Referring to deaths this year during protests against Mr Yanukovych, he said: "We are putting all our efforts into solving this matter through diplomacy - we have already had too many victims."
The Organisation for Security and Co-operation in Europe has said that warning shots were fired as monitors approached an entry point into Crimea.
A source said "probably three shots" were fired as a convoy, including the observers' buses, approached a checkpoint manned by pro-Russian forces, but added the shots did not appear directed at the observers.
Russia moves more troops into Crimea
Elsewhere, a convoy of hundreds of Russian soldiers in about 50 troop trucks drove into a base near Crimea's capital Simferopol.
The convoy was accompanied by eight armoured vehicles, two ambulances, petrol tankers and other hardware.
Russia says its only troops in Crimea are those normally stationed there with its Black Sea Fleet, an assertion Washington calls "(President Vladimir) Putin's fiction".

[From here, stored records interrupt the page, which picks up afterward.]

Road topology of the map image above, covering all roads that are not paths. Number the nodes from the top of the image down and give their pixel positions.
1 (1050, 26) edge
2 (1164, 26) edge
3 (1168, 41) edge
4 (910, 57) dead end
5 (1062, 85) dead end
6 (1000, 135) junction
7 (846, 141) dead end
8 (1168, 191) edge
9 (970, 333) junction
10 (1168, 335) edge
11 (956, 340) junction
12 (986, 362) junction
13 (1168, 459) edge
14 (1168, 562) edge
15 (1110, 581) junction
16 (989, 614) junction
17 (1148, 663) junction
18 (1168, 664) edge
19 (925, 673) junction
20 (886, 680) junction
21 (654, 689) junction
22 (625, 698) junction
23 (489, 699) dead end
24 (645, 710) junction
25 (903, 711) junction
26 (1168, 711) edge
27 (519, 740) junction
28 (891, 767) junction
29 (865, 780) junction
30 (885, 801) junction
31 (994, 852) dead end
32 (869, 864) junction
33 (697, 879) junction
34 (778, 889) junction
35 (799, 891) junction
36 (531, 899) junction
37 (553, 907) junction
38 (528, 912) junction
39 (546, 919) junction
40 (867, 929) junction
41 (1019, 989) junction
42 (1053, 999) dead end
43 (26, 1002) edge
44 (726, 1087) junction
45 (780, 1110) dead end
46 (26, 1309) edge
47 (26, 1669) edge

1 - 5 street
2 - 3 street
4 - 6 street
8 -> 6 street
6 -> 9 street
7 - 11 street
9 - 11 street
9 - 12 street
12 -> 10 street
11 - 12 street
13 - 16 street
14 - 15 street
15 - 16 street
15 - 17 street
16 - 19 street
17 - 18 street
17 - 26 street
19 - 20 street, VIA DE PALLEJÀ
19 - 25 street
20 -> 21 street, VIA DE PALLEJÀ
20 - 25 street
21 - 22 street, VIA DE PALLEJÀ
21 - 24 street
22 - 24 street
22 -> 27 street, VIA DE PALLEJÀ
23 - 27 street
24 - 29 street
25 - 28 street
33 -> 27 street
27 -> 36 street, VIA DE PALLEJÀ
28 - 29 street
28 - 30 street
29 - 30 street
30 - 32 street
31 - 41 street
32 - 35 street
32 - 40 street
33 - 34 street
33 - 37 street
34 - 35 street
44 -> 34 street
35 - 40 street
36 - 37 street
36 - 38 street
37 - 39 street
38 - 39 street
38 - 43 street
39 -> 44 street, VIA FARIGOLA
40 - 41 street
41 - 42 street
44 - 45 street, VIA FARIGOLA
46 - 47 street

Mr Lavrov has said the Ukrainian government was taking orders from extremists and denied Moscow had any direct role in the crisis in Crimea.
"The interim government... is not independent. It depends, unfortunately, on radical nationalists who carried out an armed coup," he told a news conference in Moscow.
The head of Russia's upper house of parliament, after meeting visiting Crimean politicians yesterday, said that Crimea had a right to self-determination, and ruled out any risk of war between "the two brotherly nations".
However, yesterday’s incident has led Poland to evacuate its consulate in Sevastopol, according to Polish Foreign Minister Radoslaw Sikorski.
Mr Sikorski said on Twitter: "Because of continuing disturbances by Russian forces there, we have reluctantly evacuated our consulate in Crimea, Ukraine."
Senior Ukrainian opposition politician Yulia Tymoshenko, freed from prison after Viktor Yanukovych's overthrow, met German Chancellor Angela Merkel in Dublin and appealed for immediate EU sanctions against Russia, warning that Crimea might otherwise slide into war.
Brussels and Washington rushed to strengthen the new authorities in economically shattered Ukraine, announcing both political and financial assistance.
The regional director of the International Monetary Fund said talks with Kiev on a loan agreement were going well and praised the new government's openness to economic reform and transparency.